Orally Active Peptide Vector Allows Using Cannabis to Fight Pain While Avoiding Side Effects

[Image: see text] The activation of cannabinoid CB(1) receptors (CB(1)R) by Δ(9)-tetrahydrocannabinol (THC), the main component of Cannabis sativa, induces analgesia. CB(1)R activation, however, also causes cognitive impairment via the serotonin 5HT(2A) receptor (5HT(2A)R), a component of a CB(1)R–5HT(2A)R heteromer, posing a serious drawback for cannabinoid therapeutic use. We have shown that peptides reproducing CB(1)R transmembrane (TM) helices 5 and 6, fused to a cell-penetrating sequence (CPP), can alter the structure of the CB(1)R–5HT(2A)R heteromer and avert THC cognitive impairment while preserving analgesia.

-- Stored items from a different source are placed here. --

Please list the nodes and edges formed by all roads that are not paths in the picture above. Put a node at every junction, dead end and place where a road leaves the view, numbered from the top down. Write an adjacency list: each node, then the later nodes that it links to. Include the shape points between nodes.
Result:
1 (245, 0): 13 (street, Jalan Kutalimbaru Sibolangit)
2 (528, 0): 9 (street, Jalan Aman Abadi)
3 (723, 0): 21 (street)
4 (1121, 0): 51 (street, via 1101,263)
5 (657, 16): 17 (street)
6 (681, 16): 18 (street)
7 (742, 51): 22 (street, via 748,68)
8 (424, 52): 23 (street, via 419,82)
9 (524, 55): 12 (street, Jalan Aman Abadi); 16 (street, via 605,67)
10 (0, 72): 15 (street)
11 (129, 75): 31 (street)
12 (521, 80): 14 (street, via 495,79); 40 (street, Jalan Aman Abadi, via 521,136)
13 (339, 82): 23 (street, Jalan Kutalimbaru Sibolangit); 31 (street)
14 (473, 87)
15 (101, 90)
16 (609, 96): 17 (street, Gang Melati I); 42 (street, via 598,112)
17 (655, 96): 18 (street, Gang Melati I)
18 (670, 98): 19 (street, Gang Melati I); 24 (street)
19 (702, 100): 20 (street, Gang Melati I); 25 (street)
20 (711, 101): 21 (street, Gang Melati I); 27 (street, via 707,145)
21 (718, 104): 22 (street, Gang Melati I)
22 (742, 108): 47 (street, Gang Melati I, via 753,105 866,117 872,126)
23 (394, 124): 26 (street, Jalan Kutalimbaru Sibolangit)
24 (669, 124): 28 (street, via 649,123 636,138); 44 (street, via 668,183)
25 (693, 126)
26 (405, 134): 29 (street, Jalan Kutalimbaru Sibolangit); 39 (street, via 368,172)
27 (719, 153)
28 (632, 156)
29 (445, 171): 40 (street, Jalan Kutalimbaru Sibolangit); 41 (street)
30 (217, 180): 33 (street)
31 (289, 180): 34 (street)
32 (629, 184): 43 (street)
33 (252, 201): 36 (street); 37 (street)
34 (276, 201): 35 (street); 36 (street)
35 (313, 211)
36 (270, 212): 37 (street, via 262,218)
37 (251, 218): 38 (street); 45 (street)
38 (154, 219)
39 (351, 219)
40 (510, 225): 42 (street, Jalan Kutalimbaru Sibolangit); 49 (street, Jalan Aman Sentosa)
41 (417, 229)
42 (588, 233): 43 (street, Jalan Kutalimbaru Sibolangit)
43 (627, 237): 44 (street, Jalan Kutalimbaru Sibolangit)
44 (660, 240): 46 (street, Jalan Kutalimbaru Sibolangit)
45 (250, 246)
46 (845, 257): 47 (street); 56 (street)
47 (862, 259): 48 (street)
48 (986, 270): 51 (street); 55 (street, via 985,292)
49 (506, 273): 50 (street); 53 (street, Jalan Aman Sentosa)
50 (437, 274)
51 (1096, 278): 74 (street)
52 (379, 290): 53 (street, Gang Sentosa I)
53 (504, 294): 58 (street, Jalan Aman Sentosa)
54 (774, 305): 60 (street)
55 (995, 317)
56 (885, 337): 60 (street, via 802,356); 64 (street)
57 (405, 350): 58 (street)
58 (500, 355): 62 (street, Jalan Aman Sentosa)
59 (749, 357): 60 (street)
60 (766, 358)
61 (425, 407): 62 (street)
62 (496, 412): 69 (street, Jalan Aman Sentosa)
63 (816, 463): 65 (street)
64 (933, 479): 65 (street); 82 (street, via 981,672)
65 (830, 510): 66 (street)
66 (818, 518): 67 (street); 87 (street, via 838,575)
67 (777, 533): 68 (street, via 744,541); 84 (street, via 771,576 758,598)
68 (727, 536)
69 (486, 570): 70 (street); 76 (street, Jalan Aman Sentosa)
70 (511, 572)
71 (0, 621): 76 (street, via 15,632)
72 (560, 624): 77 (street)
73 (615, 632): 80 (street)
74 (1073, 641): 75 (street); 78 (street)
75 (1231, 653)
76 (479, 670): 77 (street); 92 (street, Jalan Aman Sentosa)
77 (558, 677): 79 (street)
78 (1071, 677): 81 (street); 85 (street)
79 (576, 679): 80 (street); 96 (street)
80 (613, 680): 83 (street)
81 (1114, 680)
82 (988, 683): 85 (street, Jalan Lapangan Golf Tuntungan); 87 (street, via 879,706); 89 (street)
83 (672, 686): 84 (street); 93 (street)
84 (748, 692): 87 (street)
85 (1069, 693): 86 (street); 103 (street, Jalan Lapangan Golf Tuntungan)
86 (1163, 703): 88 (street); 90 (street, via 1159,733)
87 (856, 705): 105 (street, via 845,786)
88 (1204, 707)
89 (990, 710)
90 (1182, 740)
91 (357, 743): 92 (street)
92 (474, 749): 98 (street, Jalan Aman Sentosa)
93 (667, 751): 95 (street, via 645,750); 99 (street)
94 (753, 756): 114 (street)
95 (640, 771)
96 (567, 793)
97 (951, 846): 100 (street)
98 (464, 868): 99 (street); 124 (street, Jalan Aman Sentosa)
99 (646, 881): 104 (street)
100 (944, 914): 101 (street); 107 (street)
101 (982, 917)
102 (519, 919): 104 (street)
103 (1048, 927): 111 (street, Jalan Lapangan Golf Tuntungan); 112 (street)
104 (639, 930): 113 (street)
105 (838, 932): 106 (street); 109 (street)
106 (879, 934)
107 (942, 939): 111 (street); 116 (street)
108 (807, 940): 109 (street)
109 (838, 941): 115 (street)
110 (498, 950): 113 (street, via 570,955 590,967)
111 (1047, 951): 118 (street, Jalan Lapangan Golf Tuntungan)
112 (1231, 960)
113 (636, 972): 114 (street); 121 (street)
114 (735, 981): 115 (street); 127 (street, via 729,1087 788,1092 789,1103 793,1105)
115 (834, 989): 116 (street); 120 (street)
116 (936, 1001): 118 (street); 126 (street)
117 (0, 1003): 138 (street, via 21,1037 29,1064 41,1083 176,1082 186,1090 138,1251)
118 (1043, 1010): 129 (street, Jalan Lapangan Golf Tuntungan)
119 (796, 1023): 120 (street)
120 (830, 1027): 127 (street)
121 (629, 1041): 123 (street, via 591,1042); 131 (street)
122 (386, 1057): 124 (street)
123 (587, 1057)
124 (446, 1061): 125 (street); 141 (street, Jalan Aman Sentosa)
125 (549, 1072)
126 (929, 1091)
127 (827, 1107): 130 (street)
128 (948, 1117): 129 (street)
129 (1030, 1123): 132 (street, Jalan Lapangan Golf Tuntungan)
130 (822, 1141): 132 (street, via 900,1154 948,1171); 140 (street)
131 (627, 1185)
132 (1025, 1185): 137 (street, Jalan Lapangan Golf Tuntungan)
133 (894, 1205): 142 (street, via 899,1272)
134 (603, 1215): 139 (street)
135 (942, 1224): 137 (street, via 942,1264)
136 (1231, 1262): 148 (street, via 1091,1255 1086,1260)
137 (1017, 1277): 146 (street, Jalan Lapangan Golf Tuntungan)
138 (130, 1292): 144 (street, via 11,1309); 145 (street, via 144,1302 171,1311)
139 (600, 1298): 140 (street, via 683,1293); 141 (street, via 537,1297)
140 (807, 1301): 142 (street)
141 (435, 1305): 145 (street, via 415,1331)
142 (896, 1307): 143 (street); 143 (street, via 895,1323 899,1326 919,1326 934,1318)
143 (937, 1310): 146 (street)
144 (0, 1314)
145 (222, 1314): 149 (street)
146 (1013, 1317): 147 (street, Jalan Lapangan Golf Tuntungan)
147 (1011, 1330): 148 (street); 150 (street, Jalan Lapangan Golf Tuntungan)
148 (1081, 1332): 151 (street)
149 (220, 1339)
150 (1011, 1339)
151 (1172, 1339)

Here, we report the optimization of these prototypes into drug-like leads by (i) shortening the TM5, TM6, and CPP sequences, without losing the ability to disturb the CB(1)R–5HT(2A)R heteromer, and (ii) extensive sequence remodeling to achieve protease resistance and blood–brain barrier penetration. Our efforts have culminated in the identification of an ideal candidate for cannabis-based pain management, an orally active 16-residue peptide preserving THC-induced analgesia.